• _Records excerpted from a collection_
>>>>>
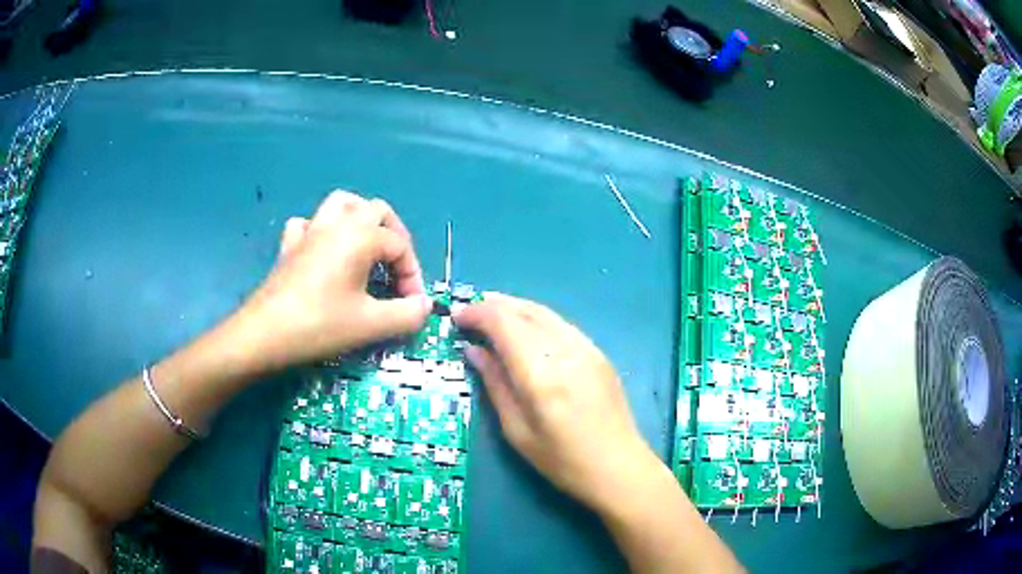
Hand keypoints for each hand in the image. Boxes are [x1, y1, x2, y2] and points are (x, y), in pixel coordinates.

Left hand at [229, 191, 432, 370]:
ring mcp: (309, 232)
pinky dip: (321, 232)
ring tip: (366, 247)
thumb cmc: (320, 325)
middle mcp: (336, 224)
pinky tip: (323, 252)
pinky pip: (308, 225)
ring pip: (341, 204)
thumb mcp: (371, 324)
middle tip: (396, 268)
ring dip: (359, 219)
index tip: (412, 306)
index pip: (400, 246)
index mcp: (360, 236)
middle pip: (376, 210)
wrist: (264, 335)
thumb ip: (406, 314)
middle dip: (394, 236)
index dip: (413, 275)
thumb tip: (425, 306)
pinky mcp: (289, 247)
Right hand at [454, 293, 661, 512]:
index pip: (504, 323)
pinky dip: (535, 319)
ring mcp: (587, 348)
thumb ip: (495, 384)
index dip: (477, 313)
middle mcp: (566, 351)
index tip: (456, 318)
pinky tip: (524, 330)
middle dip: (492, 305)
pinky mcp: (599, 352)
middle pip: (524, 310)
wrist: (618, 467)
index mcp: (541, 375)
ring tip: (491, 316)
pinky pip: (560, 324)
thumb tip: (473, 350)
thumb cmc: (562, 461)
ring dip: (514, 308)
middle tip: (469, 313)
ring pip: (544, 312)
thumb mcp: (517, 430)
<<<<<
• _Exercise brief_
The entries above are to be retyped exactly, with each picture left out.

• _The completed task_
Hand keypoints for each hand in the image. Boxes are [x1, y1, x2, y2] and points are (x, y), in pixel coordinates.

Left hand at [229, 191, 432, 370]:
ring mcp: (309, 232)
pinky dip: (321, 232)
ring tip: (366, 247)
thumb cmc: (320, 325)
middle mcp: (336, 224)
pinky tip: (323, 252)
pinky pip: (308, 225)
ring pip: (341, 204)
thumb mcp: (371, 324)
middle tip: (396, 268)
ring dip: (359, 219)
index tip: (412, 306)
index pip: (400, 246)
index mcp: (360, 236)
middle pip: (376, 210)
wrist: (264, 335)
thumb ip: (406, 314)
middle dip: (394, 236)
index dip: (413, 275)
thumb tip: (425, 306)
pinky mcp: (289, 247)
Right hand at [454, 293, 661, 512]:
index pip: (504, 323)
pinky dip: (535, 319)
ring mcp: (587, 348)
thumb ip: (495, 384)
index dip: (477, 313)
middle mcp: (566, 351)
index tip: (456, 318)
pinky tip: (524, 330)
middle dip: (492, 305)
pinky mcp: (599, 352)
middle pip: (524, 310)
wrist: (618, 467)
index mcp: (541, 375)
ring tip: (491, 316)
pinky pip: (560, 324)
thumb tip: (473, 350)
thumb cmc: (562, 461)
ring dip: (514, 308)
middle tip: (469, 313)
ring pip: (544, 312)
thumb mcp: (517, 430)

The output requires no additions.